=== Items listed in a dataset ===
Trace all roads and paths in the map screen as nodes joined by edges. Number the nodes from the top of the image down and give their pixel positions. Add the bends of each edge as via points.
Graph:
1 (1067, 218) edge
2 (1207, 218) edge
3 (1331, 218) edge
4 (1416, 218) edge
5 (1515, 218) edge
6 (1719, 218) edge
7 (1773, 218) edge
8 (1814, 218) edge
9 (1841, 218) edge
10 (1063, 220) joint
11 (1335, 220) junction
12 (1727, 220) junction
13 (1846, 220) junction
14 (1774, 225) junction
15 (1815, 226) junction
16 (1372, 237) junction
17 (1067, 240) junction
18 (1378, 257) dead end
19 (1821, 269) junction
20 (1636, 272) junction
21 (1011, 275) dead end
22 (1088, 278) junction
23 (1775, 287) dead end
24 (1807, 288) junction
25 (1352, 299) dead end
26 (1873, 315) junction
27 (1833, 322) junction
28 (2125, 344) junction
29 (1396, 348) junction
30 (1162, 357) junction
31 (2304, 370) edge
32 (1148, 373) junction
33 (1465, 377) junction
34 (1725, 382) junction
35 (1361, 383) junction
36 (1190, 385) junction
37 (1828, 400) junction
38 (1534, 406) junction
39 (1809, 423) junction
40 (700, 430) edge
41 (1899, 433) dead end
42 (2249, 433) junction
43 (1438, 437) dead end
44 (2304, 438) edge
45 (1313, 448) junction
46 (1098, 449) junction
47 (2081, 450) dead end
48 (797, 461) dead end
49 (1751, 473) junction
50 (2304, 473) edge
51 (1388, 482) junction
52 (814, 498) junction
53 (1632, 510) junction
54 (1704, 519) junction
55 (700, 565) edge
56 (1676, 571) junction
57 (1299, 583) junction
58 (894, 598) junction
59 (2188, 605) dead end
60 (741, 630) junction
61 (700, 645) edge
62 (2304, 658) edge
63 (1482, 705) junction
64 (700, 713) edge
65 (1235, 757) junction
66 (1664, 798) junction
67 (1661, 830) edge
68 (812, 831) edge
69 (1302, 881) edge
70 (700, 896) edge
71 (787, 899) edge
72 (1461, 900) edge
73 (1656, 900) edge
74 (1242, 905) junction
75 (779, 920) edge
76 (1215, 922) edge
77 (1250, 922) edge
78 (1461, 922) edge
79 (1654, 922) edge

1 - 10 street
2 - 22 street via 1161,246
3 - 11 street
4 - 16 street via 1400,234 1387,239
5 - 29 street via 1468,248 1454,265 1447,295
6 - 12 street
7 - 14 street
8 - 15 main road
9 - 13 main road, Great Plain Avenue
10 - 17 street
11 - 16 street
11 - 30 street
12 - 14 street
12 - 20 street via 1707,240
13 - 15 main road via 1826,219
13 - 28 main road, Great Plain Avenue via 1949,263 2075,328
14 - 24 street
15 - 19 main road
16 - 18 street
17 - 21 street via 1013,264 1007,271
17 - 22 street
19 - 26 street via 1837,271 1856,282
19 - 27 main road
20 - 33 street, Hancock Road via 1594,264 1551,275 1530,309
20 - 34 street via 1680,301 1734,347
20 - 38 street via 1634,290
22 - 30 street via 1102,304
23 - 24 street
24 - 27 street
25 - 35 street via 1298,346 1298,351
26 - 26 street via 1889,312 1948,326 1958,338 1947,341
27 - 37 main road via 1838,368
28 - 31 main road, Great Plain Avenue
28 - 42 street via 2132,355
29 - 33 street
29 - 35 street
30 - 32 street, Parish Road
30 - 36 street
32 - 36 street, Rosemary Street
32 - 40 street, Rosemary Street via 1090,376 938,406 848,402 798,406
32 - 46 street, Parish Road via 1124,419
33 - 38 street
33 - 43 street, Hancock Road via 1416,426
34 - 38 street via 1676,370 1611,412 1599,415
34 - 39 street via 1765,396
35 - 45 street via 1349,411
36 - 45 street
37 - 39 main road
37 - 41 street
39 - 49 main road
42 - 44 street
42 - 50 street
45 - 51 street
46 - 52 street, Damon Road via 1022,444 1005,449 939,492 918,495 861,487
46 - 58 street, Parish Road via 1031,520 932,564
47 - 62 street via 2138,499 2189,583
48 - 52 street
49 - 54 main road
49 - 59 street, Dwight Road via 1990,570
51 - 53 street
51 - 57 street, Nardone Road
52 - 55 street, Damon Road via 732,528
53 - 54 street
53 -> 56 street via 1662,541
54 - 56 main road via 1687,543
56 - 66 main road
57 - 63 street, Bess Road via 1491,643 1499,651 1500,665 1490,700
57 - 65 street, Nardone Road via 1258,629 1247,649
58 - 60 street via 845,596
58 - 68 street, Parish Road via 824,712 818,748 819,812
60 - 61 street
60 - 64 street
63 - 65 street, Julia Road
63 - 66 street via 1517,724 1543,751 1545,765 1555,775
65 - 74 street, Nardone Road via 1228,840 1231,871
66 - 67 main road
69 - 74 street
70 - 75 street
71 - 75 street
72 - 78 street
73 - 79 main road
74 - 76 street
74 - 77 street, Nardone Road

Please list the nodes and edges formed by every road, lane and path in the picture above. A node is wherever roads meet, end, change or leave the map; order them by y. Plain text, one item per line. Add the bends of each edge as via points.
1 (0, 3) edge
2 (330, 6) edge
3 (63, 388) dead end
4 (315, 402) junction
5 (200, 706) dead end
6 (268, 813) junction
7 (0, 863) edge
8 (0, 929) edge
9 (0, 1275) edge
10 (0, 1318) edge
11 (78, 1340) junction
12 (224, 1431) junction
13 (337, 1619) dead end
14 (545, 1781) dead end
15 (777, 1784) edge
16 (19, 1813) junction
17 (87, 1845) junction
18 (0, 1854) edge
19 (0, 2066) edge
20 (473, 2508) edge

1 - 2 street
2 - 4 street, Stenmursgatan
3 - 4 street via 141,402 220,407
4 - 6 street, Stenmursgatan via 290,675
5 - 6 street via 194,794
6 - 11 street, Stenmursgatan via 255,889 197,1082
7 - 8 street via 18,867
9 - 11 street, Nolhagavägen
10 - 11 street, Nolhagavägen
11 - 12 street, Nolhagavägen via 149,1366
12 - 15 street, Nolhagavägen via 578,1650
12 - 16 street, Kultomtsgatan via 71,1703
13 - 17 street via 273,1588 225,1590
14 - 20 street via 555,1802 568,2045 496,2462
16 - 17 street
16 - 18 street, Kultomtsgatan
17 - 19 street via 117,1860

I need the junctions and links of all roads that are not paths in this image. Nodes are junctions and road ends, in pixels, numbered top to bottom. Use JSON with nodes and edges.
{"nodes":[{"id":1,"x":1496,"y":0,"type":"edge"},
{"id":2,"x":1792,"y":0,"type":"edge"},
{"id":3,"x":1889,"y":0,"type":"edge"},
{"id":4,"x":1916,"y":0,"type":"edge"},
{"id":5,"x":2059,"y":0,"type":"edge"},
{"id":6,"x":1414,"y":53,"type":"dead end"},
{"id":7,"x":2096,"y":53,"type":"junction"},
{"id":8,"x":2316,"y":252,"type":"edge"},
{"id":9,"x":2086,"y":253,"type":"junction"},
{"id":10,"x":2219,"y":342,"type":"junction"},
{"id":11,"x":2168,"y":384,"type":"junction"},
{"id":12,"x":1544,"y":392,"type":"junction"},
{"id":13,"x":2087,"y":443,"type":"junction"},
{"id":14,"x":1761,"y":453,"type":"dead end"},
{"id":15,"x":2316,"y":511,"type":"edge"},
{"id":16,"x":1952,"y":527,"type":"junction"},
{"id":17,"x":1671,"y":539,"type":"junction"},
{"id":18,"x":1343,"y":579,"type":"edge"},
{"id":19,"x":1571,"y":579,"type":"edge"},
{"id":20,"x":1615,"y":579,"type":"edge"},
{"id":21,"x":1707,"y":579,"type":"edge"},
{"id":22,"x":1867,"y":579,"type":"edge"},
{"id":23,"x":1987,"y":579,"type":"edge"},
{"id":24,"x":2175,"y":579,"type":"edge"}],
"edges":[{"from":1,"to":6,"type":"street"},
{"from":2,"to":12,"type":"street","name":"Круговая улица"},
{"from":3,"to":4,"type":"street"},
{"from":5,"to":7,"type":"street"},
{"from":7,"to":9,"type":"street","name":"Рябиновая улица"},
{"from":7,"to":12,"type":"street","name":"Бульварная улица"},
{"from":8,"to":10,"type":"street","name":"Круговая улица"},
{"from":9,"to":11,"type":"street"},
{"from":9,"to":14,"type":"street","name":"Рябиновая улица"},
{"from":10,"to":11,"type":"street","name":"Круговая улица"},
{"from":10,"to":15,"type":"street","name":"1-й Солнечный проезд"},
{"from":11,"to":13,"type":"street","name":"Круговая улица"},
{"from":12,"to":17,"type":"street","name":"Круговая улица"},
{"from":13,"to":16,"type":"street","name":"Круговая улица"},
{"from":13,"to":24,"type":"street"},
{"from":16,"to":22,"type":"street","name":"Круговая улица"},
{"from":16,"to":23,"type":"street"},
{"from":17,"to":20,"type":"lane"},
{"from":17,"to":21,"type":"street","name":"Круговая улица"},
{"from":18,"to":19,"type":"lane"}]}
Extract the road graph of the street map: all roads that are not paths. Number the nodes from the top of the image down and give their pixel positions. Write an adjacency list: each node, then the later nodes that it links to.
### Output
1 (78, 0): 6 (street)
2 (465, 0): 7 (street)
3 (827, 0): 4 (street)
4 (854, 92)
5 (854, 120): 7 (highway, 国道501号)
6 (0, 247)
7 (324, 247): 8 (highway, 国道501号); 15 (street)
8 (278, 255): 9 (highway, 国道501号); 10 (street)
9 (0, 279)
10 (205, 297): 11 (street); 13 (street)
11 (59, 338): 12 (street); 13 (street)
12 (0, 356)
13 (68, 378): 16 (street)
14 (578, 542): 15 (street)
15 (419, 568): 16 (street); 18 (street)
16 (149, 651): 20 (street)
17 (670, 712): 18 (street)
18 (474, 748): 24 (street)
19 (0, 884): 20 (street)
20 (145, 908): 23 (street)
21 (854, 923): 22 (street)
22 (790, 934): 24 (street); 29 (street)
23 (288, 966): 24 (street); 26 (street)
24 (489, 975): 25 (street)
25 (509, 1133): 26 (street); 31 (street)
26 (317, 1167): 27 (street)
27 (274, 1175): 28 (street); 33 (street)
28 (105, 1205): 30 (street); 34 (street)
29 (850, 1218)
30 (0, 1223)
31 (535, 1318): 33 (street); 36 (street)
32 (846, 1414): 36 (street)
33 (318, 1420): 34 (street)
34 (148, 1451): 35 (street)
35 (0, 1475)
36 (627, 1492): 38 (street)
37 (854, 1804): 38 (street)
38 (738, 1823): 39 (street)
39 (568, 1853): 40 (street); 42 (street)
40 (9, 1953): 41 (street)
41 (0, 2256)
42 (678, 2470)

=== What to work on ===
Which of the lines above carry the string "highway"? Copy every one.

=== Task result ===
5 (854, 120): 7 (highway, 国道501号)
7 (324, 247): 8 (highway, 国道501号); 15 (street)
8 (278, 255): 9 (highway, 国道501号); 10 (street)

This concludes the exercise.